Stored items from a collection
================

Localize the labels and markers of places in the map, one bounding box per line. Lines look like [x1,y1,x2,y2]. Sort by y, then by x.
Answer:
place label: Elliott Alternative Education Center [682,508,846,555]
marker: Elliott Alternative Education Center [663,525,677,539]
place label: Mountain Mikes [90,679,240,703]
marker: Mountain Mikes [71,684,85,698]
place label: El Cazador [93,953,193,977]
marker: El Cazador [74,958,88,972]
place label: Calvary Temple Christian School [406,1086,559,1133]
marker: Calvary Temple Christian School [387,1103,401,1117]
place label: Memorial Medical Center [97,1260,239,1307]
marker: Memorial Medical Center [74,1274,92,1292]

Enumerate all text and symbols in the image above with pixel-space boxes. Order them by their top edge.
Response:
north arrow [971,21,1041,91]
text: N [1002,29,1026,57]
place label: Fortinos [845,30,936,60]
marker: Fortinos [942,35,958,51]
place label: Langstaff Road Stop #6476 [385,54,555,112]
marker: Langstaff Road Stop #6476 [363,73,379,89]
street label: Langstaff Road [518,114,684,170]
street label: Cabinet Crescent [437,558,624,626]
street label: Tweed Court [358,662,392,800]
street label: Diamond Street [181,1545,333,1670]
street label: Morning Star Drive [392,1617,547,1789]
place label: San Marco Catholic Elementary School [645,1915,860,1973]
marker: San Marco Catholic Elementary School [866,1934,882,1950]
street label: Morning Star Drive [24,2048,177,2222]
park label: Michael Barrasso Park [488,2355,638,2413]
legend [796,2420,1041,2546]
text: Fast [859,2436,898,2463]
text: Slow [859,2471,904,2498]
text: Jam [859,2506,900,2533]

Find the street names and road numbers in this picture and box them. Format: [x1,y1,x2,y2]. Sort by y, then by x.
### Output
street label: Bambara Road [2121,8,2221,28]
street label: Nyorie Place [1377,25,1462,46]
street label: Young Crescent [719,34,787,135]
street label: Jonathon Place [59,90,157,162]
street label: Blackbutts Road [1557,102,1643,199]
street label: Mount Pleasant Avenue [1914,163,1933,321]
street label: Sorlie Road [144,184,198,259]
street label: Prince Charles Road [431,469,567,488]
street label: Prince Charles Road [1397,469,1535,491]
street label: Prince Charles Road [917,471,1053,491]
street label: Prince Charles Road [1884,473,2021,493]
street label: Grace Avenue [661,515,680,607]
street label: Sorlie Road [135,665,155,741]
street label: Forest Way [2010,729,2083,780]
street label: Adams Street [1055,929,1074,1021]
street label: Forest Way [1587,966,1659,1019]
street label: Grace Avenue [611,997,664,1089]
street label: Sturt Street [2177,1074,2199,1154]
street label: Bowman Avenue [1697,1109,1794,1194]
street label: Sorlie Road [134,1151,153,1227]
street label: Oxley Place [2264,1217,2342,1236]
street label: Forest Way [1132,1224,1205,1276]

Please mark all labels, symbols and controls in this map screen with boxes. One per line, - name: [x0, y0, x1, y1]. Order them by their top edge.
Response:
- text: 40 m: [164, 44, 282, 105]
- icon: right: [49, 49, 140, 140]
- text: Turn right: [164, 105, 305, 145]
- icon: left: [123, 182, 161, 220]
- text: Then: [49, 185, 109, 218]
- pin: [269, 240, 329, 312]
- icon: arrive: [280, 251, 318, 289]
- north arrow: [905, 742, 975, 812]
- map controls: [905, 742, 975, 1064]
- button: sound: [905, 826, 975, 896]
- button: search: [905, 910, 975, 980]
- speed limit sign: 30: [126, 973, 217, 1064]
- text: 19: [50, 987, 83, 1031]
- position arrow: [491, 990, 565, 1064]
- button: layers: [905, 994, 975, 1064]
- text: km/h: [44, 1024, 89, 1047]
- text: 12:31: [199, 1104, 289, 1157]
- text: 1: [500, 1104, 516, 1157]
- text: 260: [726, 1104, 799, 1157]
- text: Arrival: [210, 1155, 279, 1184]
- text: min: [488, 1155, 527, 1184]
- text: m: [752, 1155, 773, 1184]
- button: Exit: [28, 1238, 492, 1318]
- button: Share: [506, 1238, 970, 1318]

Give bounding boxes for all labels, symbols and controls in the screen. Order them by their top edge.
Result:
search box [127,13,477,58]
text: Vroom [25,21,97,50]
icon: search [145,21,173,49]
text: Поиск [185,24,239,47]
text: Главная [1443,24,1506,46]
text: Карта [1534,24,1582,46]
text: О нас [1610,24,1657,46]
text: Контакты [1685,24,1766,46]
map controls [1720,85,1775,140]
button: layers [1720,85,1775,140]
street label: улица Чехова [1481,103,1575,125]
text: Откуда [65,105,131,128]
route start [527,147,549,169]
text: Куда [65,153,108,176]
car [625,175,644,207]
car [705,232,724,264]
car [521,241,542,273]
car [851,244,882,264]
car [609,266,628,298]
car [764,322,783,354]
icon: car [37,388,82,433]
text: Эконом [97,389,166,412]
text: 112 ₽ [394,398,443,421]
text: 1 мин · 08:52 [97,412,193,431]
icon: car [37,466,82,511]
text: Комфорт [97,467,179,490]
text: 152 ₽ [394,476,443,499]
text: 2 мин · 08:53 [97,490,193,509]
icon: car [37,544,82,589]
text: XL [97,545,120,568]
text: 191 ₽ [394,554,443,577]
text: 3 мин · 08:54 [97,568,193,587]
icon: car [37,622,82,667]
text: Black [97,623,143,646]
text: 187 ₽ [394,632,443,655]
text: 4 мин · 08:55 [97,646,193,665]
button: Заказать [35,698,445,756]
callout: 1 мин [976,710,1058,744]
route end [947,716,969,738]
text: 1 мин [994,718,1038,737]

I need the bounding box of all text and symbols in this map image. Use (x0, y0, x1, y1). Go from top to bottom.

================

▸ **Aim of the exercise**:
Could you retype every record above exactly as written?

▸ **Written reply**:
Localize the labels and markers of places in the map, one bounding box per line. Lines look like [x1,y1,x2,y2]. Sort by y, then by x.
Answer:
place label: Elliott Alternative Education Center [682,508,846,555]
marker: Elliott Alternative Education Center [663,525,677,539]
place label: Mountain Mikes [90,679,240,703]
marker: Mountain Mikes [71,684,85,698]
place label: El Cazador [93,953,193,977]
marker: El Cazador [74,958,88,972]
place label: Calvary Temple Christian School [406,1086,559,1133]
marker: Calvary Temple Christian School [387,1103,401,1117]
place label: Memorial Medical Center [97,1260,239,1307]
marker: Memorial Medical Center [74,1274,92,1292]

Enumerate all text and symbols in the image above with pixel-space boxes. Order them by their top edge.
Response:
north arrow [971,21,1041,91]
text: N [1002,29,1026,57]
place label: Fortinos [845,30,936,60]
marker: Fortinos [942,35,958,51]
place label: Langstaff Road Stop #6476 [385,54,555,112]
marker: Langstaff Road Stop #6476 [363,73,379,89]
street label: Langstaff Road [518,114,684,170]
street label: Cabinet Crescent [437,558,624,626]
street label: Tweed Court [358,662,392,800]
street label: Diamond Street [181,1545,333,1670]
street label: Morning Star Drive [392,1617,547,1789]
place label: San Marco Catholic Elementary School [645,1915,860,1973]
marker: San Marco Catholic Elementary School [866,1934,882,1950]
street label: Morning Star Drive [24,2048,177,2222]
park label: Michael Barrasso Park [488,2355,638,2413]
legend [796,2420,1041,2546]
text: Fast [859,2436,898,2463]
text: Slow [859,2471,904,2498]
text: Jam [859,2506,900,2533]

Find the street names and road numbers in this picture and box them. Format: [x1,y1,x2,y2]. Sort by y, then by x.
### Output
street label: Bambara Road [2121,8,2221,28]
street label: Nyorie Place [1377,25,1462,46]
street label: Young Crescent [719,34,787,135]
street label: Jonathon Place [59,90,157,162]
street label: Blackbutts Road [1557,102,1643,199]
street label: Mount Pleasant Avenue [1914,163,1933,321]
street label: Sorlie Road [144,184,198,259]
street label: Prince Charles Road [431,469,567,488]
street label: Prince Charles Road [1397,469,1535,491]
street label: Prince Charles Road [917,471,1053,491]
street label: Prince Charles Road [1884,473,2021,493]
street label: Grace Avenue [661,515,680,607]
street label: Sorlie Road [135,665,155,741]
street label: Forest Way [2010,729,2083,780]
street label: Adams Street [1055,929,1074,1021]
street label: Forest Way [1587,966,1659,1019]
street label: Grace Avenue [611,997,664,1089]
street label: Sturt Street [2177,1074,2199,1154]
street label: Bowman Avenue [1697,1109,1794,1194]
street label: Sorlie Road [134,1151,153,1227]
street label: Oxley Place [2264,1217,2342,1236]
street label: Forest Way [1132,1224,1205,1276]

Please mark all labels, symbols and controls in this map screen with boxes. One per line, - name: [x0, y0, x1, y1]. Order them by their top edge.
Response:
- text: 40 m: [164, 44, 282, 105]
- icon: right: [49, 49, 140, 140]
- text: Turn right: [164, 105, 305, 145]
- icon: left: [123, 182, 161, 220]
- text: Then: [49, 185, 109, 218]
- pin: [269, 240, 329, 312]
- icon: arrive: [280, 251, 318, 289]
- north arrow: [905, 742, 975, 812]
- map controls: [905, 742, 975, 1064]
- button: sound: [905, 826, 975, 896]
- button: search: [905, 910, 975, 980]
- speed limit sign: 30: [126, 973, 217, 1064]
- text: 19: [50, 987, 83, 1031]
- position arrow: [491, 990, 565, 1064]
- button: layers: [905, 994, 975, 1064]
- text: km/h: [44, 1024, 89, 1047]
- text: 12:31: [199, 1104, 289, 1157]
- text: 1: [500, 1104, 516, 1157]
- text: 260: [726, 1104, 799, 1157]
- text: Arrival: [210, 1155, 279, 1184]
- text: min: [488, 1155, 527, 1184]
- text: m: [752, 1155, 773, 1184]
- button: Exit: [28, 1238, 492, 1318]
- button: Share: [506, 1238, 970, 1318]

Give bounding boxes for all labels, symbols and controls in the screen. Order them by their top edge.
Result:
search box [127,13,477,58]
text: Vroom [25,21,97,50]
icon: search [145,21,173,49]
text: Поиск [185,24,239,47]
text: Главная [1443,24,1506,46]
text: Карта [1534,24,1582,46]
text: О нас [1610,24,1657,46]
text: Контакты [1685,24,1766,46]
map controls [1720,85,1775,140]
button: layers [1720,85,1775,140]
street label: улица Чехова [1481,103,1575,125]
text: Откуда [65,105,131,128]
route start [527,147,549,169]
text: Куда [65,153,108,176]
car [625,175,644,207]
car [705,232,724,264]
car [521,241,542,273]
car [851,244,882,264]
car [609,266,628,298]
car [764,322,783,354]
icon: car [37,388,82,433]
text: Эконом [97,389,166,412]
text: 112 ₽ [394,398,443,421]
text: 1 мин · 08:52 [97,412,193,431]
icon: car [37,466,82,511]
text: Комфорт [97,467,179,490]
text: 152 ₽ [394,476,443,499]
text: 2 мин · 08:53 [97,490,193,509]
icon: car [37,544,82,589]
text: XL [97,545,120,568]
text: 191 ₽ [394,554,443,577]
text: 3 мин · 08:54 [97,568,193,587]
icon: car [37,622,82,667]
text: Black [97,623,143,646]
text: 187 ₽ [394,632,443,655]
text: 4 мин · 08:55 [97,646,193,665]
button: Заказать [35,698,445,756]
callout: 1 мин [976,710,1058,744]
route end [947,716,969,738]
text: 1 мин [994,718,1038,737]

I need the bounding box of all text and symbols in this map image. Use (x0, y0, x1, y1). Go from top to bottom.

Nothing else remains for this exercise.